しかもヤン・ヒョンジョンの場合、韓国であれば絶対的なエースでも、海外に出ればローテーション入りが保証されているわけではない。したがって、ヤンがKIAに残留することは予想できた。

問題は、なぜ1年契約かということだ。

韓国メディアの報道によれば、再度FA資格を得るのは4年後だが、1年で海外を含めた移籍の自由が保証されているという。

KIAは今年5位で、もう少し打線の援護などがあれば、ヤン・ヒョンジョンはもっと勝ち星を挙げられたという。その点来年はFAで崔炯宇を獲得するなど、戦力は上がっている。KIAで優勝、あるいは、もう少し良い成績を残したうえで、海外進出を考えるということのようだ。

さらに来年はWBC(ワールド・ベースボール・クラシック)もあるので、海外のスカウトにアピールする機会も増える。いずれにしても、梁の海外進出は来年の成績をみてということになる。

(参考記事:現役メジャーリーガー4名選出も、過去と代わり映えしない第4回WBCの韓国代表メンバー発表に)

日本と韓国を天秤にかけていた?

ただ気になることが2つある。まず韓国プロ野球出身の先発投手で、日本のプロ野球で成功した人はほとんどいないということだ。

中日の宣銅烈(ソン・ドンヨル)も、ヤクルトの林昌勇(イム・チャンヨン=現KIA)も、阪神の呉昇桓(オ・スンファン=現カージナルス)もいずれも抑えであった。

メジャーでは、胗賢振(リュ・ヒョンジン=ドジャース)が2013、14年に14勝を挙げている。けれどもそのリュ・ヒョンジンもここ1,2年は肩、肘の故障に苦しんでいる。

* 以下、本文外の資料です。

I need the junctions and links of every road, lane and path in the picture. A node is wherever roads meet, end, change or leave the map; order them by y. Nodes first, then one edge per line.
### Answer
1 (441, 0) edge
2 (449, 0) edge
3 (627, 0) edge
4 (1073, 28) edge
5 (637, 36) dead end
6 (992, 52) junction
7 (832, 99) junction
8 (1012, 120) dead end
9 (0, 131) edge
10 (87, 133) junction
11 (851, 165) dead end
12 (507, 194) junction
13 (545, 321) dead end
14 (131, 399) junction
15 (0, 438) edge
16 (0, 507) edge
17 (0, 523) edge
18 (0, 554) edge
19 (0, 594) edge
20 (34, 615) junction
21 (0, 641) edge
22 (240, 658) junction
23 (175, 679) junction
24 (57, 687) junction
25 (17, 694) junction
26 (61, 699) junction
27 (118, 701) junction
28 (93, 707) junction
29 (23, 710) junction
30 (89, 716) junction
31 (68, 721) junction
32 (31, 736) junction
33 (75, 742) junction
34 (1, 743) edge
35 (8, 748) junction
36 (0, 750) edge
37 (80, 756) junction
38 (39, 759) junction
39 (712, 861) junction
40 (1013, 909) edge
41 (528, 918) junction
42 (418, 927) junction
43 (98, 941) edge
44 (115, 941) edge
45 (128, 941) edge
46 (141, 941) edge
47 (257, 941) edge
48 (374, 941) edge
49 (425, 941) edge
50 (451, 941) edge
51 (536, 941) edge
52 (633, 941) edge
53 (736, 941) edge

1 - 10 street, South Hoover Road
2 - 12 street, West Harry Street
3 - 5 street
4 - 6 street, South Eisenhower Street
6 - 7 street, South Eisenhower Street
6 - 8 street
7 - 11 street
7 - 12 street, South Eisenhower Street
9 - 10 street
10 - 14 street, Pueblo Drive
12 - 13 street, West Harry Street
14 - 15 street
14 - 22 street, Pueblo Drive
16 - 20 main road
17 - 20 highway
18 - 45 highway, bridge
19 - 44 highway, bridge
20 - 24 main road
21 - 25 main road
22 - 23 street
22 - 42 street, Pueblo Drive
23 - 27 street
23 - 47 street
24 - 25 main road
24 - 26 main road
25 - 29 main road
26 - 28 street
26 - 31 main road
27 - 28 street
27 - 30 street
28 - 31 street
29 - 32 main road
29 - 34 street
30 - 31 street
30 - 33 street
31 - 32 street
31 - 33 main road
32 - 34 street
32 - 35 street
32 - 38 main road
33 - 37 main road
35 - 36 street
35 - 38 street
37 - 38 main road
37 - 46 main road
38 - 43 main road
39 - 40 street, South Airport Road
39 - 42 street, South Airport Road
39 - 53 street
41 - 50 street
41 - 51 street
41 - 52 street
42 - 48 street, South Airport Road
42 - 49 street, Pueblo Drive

ヤン・ヒョンジョンは最速が150キロを超え、スライダー、カーブ、チェンジアップなど多彩な変化球を駆使するが、四死球が79と多いのが気になる。

また宣銅烈が中日に入った1996年頃、韓国のプロスポーツでは年俸1億ウォンの選手は、宣銅烈やサッカーのホン・ミョンボなど、ほんの一握りのスター選手に限られていた。

金銭的には日本と韓国のプロ野球は、明らかな開きがあったが、今はそれほどでもなくなった。そのため条件面などで日本と韓国を天秤にかける選手も出てきた。

実力の面でも日本と韓国で差が縮まったとはいえ、海外でプレーするのは容易でない。エージェントの交渉戦術ということもあるのだろうが、日本であれ、アメリカであれ、海外に出る選手は、その意志をはっきり示すべきだ。

ヤン・ヒョンジョンはやや掴みどころがない感じの選手であるがあるが、1年後もし海外進出を希望するのであれば、その意志の強さが成功のカギになるのではないか。